Roosevelt House is pleased to present a lecture by legal scholar and president of the National Constitution Center Jeffrey Rosen on his new book The Pursuit of Happiness: How Classical Writers on Virtue Inspired the Lives of the Founders and Defined America. In this philosophical exploration of early American political thought, Rosen examines what “the pursuit of happiness” meant to the nation’s Founders—and how that famous phrase defined their lives and became the foundation of American democracy.
Through a new reading of classical Greek and Roman moral philosophers who inspired the Founders, Rosen shows how the Founders understood the pursuit of happiness as a quest for being good, not feeling good—the pursuit of lifelong virtue, not short-term pleasure. Among those virtues were industry, temperance, moderation, and sincerity, all of which the Founders viewed as part of a daily struggle for self-improvement and character development. As Rosen writes, the Founders believed that political self-government required personal self-government.

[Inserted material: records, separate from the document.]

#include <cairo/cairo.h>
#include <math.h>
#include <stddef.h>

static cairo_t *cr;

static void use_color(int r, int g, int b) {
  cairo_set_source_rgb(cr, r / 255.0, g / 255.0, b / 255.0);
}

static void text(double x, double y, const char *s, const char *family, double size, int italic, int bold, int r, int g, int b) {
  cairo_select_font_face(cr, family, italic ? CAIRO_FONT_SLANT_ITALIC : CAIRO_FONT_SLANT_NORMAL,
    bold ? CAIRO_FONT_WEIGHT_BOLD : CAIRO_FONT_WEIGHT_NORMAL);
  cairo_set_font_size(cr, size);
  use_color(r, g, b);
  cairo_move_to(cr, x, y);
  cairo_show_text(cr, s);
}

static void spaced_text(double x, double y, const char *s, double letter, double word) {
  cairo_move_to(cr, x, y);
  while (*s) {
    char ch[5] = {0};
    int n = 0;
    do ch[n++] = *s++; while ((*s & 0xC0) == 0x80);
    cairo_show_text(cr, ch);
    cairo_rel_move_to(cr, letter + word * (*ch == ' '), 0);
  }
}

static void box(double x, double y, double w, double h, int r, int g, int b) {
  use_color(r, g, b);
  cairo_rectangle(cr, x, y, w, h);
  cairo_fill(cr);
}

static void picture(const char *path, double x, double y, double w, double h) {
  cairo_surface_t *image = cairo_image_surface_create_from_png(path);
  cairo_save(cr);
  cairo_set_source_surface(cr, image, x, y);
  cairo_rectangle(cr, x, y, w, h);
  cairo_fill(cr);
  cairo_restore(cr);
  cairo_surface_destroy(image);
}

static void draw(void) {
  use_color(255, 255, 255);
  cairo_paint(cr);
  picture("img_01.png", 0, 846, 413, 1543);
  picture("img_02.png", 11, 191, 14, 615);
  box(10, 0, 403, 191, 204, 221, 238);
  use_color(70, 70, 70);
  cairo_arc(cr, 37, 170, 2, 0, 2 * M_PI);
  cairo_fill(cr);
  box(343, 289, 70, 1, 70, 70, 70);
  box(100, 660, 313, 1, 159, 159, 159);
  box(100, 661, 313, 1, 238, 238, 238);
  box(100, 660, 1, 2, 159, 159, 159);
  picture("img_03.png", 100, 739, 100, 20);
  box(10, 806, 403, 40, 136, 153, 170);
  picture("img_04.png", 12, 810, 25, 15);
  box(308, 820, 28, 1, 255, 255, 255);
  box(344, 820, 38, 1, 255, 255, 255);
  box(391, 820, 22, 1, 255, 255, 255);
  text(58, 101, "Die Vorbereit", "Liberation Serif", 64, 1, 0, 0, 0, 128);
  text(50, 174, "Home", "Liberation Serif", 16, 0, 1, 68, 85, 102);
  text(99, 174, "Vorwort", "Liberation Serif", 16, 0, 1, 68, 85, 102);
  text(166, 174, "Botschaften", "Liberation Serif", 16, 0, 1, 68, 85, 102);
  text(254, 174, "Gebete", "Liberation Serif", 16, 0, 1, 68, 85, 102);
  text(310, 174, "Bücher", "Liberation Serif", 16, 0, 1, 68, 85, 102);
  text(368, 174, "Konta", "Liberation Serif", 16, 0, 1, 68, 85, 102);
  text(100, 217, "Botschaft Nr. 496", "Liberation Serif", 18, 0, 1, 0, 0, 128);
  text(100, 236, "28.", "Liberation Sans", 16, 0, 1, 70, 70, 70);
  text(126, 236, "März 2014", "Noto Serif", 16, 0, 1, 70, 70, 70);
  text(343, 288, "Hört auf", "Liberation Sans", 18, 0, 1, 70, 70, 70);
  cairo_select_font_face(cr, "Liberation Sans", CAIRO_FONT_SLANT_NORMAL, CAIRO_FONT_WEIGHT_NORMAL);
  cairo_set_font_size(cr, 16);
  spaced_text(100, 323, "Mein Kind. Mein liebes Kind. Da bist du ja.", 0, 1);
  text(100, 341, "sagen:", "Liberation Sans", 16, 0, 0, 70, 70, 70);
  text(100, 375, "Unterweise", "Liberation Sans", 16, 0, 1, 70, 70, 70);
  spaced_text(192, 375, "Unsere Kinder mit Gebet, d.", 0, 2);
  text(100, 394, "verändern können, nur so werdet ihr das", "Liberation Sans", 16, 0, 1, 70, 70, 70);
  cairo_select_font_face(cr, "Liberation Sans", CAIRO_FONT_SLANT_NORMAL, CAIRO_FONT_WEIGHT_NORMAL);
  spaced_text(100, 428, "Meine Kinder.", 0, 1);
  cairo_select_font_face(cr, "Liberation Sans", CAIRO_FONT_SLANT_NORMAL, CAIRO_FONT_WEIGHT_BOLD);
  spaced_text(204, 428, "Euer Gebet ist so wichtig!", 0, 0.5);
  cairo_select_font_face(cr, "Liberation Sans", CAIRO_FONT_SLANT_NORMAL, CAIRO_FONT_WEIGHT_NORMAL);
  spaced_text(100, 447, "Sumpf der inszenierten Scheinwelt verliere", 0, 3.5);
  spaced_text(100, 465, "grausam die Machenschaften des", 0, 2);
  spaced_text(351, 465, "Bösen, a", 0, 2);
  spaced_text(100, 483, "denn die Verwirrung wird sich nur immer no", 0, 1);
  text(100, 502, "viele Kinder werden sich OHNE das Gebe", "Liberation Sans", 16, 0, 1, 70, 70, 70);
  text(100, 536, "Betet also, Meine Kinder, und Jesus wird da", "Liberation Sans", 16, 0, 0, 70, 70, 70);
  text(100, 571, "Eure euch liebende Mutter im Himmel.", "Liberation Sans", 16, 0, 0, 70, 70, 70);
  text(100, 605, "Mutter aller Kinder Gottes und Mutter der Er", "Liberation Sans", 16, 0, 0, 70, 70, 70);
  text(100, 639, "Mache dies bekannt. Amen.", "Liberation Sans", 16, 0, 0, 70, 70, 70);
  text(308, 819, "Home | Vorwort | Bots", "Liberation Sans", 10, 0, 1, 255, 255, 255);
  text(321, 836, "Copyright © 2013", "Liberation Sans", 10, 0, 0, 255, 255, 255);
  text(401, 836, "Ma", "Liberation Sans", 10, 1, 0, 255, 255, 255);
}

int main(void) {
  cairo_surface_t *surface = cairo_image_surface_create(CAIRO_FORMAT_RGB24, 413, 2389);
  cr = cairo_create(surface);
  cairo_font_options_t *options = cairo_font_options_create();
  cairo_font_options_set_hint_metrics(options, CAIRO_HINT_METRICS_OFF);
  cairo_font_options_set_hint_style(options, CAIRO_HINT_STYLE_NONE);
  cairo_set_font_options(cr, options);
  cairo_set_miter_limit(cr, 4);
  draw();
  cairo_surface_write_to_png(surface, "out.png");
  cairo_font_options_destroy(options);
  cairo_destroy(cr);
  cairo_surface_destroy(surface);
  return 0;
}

Insightful and original, The Pursuit of Happiness seeks to illuminate the Founders’ reasons for identifying “the pursuit of happiness,” along with life and liberty, as an unalienable right. To do so, Rosen profiles six of the most influential Founders—Benjamin Franklin, George Washington, John Adams, Thomas Jefferson, James Madison, and Alexander Hamilton—to uncover what pursuing happiness meant to each of them. Much more than an elucidation of the historic phrase, The Pursuit of Happiness takes readers on a revelatory journey into the minds of the Founders at the nation’s inception.
As previous Roosevelt House guest Jon Meacham says: “To understand who we are, we must begin at the beginning—which is precisely what Jeffrey Rosen does in this remarkable and timely book. By exploring how the American Founders viewed virtue and the fabled (and often misunderstood) ‘pursuit of happiness,’ Rosen offers us a much-needed reminder of the centrality of civic and personal virtue.”
Jeffrey Rosen is the president and CEO of the National Constitution Center, where he hosts We the People, a weekly podcast of constitutional debate. He is also a professor of law at the George Washington University Law School and a contributing editor of The Atlantic. He appears regularly on MSNBC and CNN to discuss the constitution and the law. He was previously the legal affairs editor of The New Republic and a staff writer for The New Yorker. His books include biographies of Louis Brandeis and William Howard Taft and the New York Times bestseller Conversations with RBG: Justice Ruth Bader Ginsburg on Life, Love, Liberty, and Law, which he appeared at Roosevelt House to discuss.